A multiphysics coupling framework for exascale simulation of fracture evolution in subsurface energy applications

Predicting the evolution of fractured media is challenging due to coupled thermal, hydrological, chemical and mechanical processes that occur over a broad range of spatial scales, from the microscopic pore scale to field scale. We present a software framework and scientific workflow that couples the pore scale flow and reactive transport simulator Chombo-Crunch with the field scale geomechanics solver in GEOS to simulate fracture evolution in subsurface fluid-rock systems. This new multiphysics coupling capability comprises several novel features.
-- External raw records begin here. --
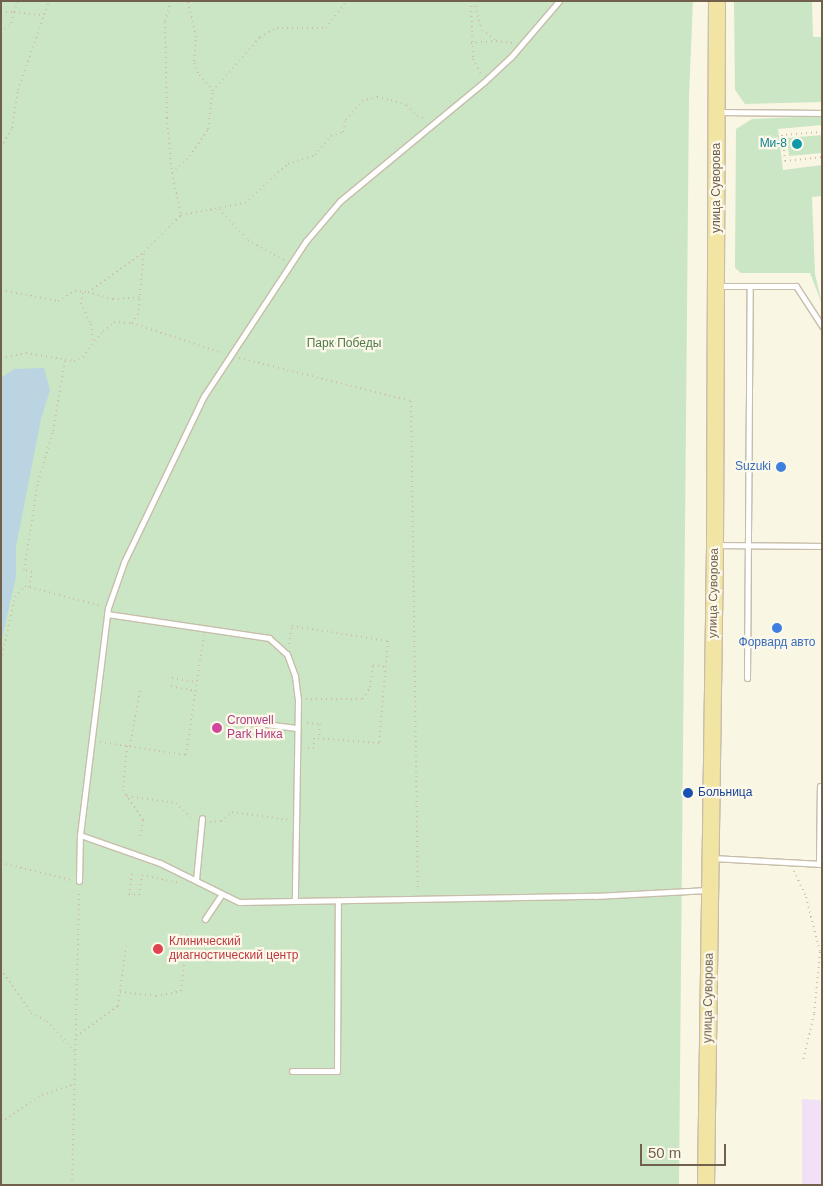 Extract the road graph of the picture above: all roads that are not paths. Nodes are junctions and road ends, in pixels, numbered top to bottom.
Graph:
1 (559, 1) edge
2 (717, 1) edge
3 (717, 112) junction
4 (822, 113) edge
5 (717, 286) junction
6 (750, 286) junction
7 (819, 319) edge
8 (822, 326) edge
9 (715, 546) junction
10 (748, 546) junction
11 (822, 546) edge
12 (108, 611) junction
13 (747, 678) dead end
14 (235, 720) dead end
15 (297, 725) junction
16 (820, 786) dead end
17 (202, 820) road end
18 (80, 836) junction
19 (711, 858) junction
20 (820, 864) edge
21 (196, 880) junction
22 (79, 881) road end
23 (711, 890) junction
24 (222, 895) junction
25 (295, 901) junction
26 (338, 901) junction
27 (205, 919) dead end
28 (292, 1071) dead end
29 (706, 1185) edge

1 - 12 lane
2 - 3 main road, улица Суворова
3 - 4 lane
3 - 5 main road, улица Суворова
5 - 6 lane
5 - 9 main road, улица Суворова
6 - 7 lane
6 - 10 lane
7 - 8 lane
9 - 10 lane
9 - 19 main road, улица Суворова
10 - 11 lane
10 - 13 lane
12 - 15 lane
12 - 18 lane
14 - 15 lane
15 - 25 lane
16 - 20 lane
17 - 21 lane
18 - 21 lane
18 - 22 lane
19 - 20 lane
19 - 23 main road, улица Суворова
21 - 24 lane
23 - 26 lane
23 - 29 main road, улица Суворова
24 - 25 lane
24 - 27 lane
25 - 26 lane
26 - 28 lane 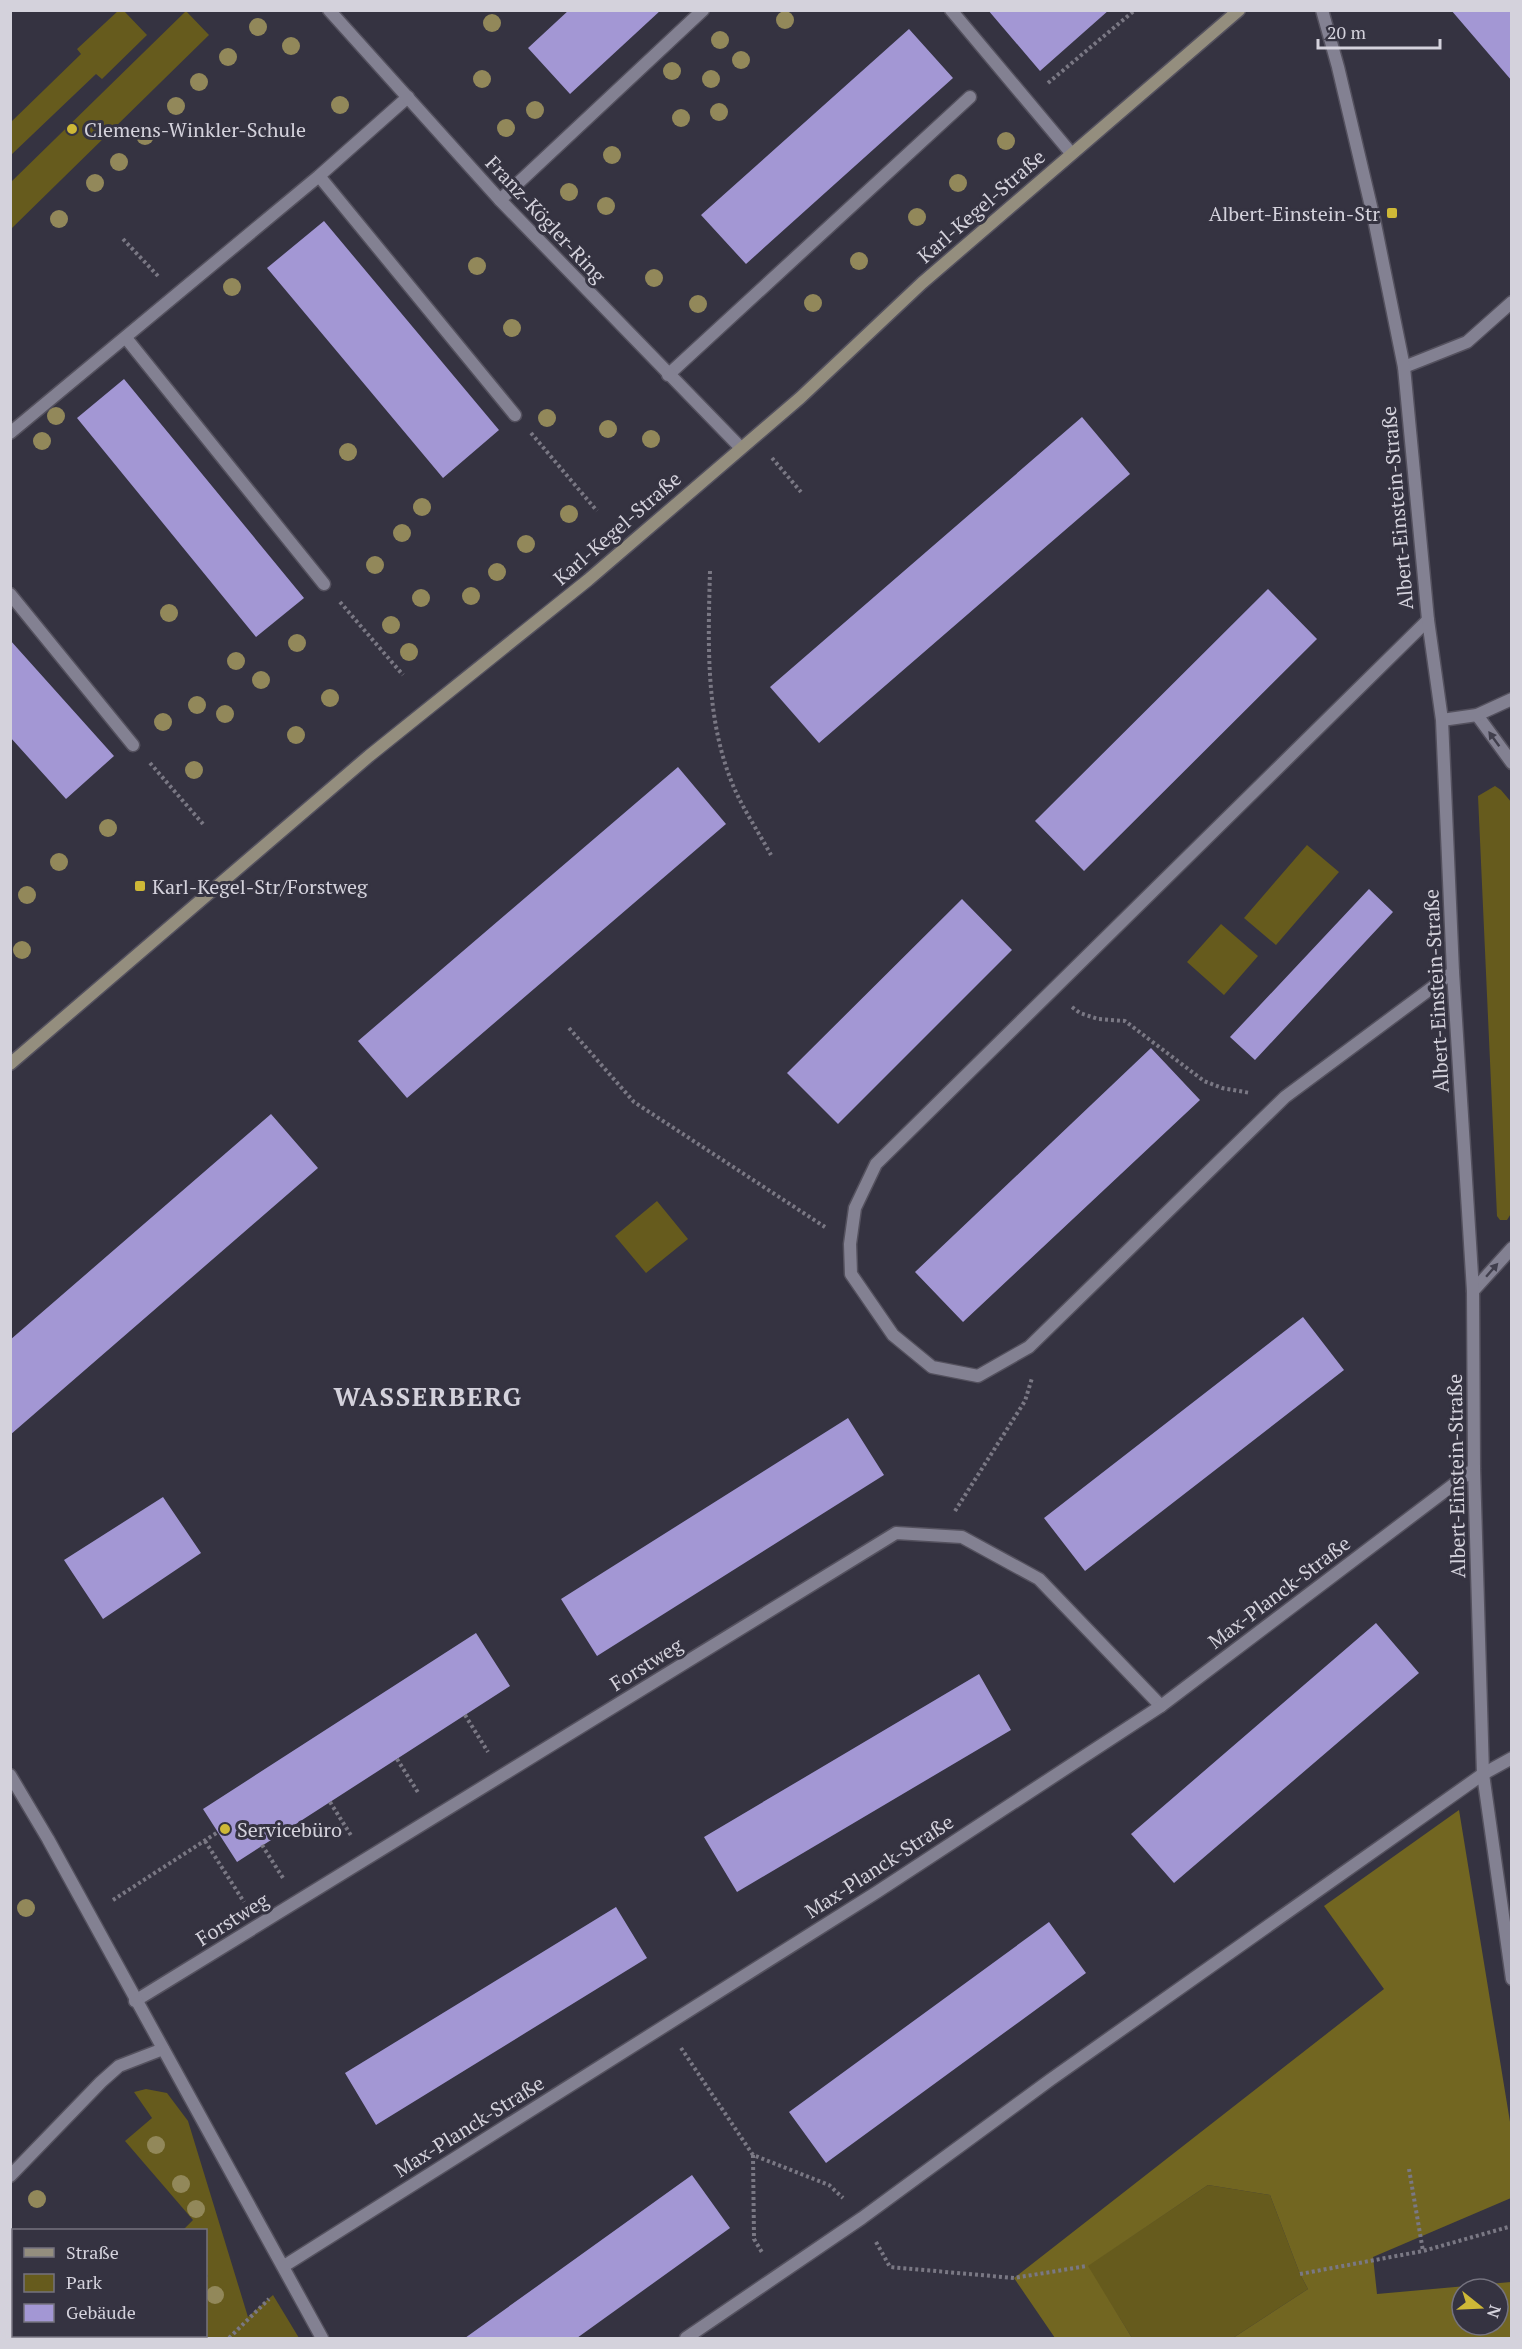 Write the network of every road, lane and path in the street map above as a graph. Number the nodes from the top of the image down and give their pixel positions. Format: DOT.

An HDF5 data schema for coupling fracture positions between the two codes is employed and leverages the coarse resolution of the GEOS mechanics solver which limits the size of data coupled, and is, thus, not taxed by data resulting from the high resolution pore scale Chombo-Crunch solver. The coupling framework requires tracking of both before and after coarse nodal positions in GEOS as well as the resolved embedded boundary in Chombo-Crunch. We accomplished this by developing an approach to geometry generation that tracks the fracture interface between the two different methodologies. The GEOS quadrilateral mesh is converted to triangles which are organized into bins and an accessible tree structure; the nodes are then mapped to the Chombo representation using a continuous signed distance function that determines locations inside, on and outside of the fracture boundary. The GEOS positions are retained in memory on the Chombo-Crunch side of the coupling. The time stepping cadence for coupled multiphysics processes of flow, transport, reactions and mechanics is stable and demonstrates temporal reach to experimental time scales. The approach is validated by demonstration of 9 days of simulated time of a core flood experiment with fracture aperture evolution due to invasion of carbonated brine in wellbore-cement and sandstone. We also demonstrate usage of exascale computing resources by simulating a high resolution version of the validation problem on OLCF Frontier.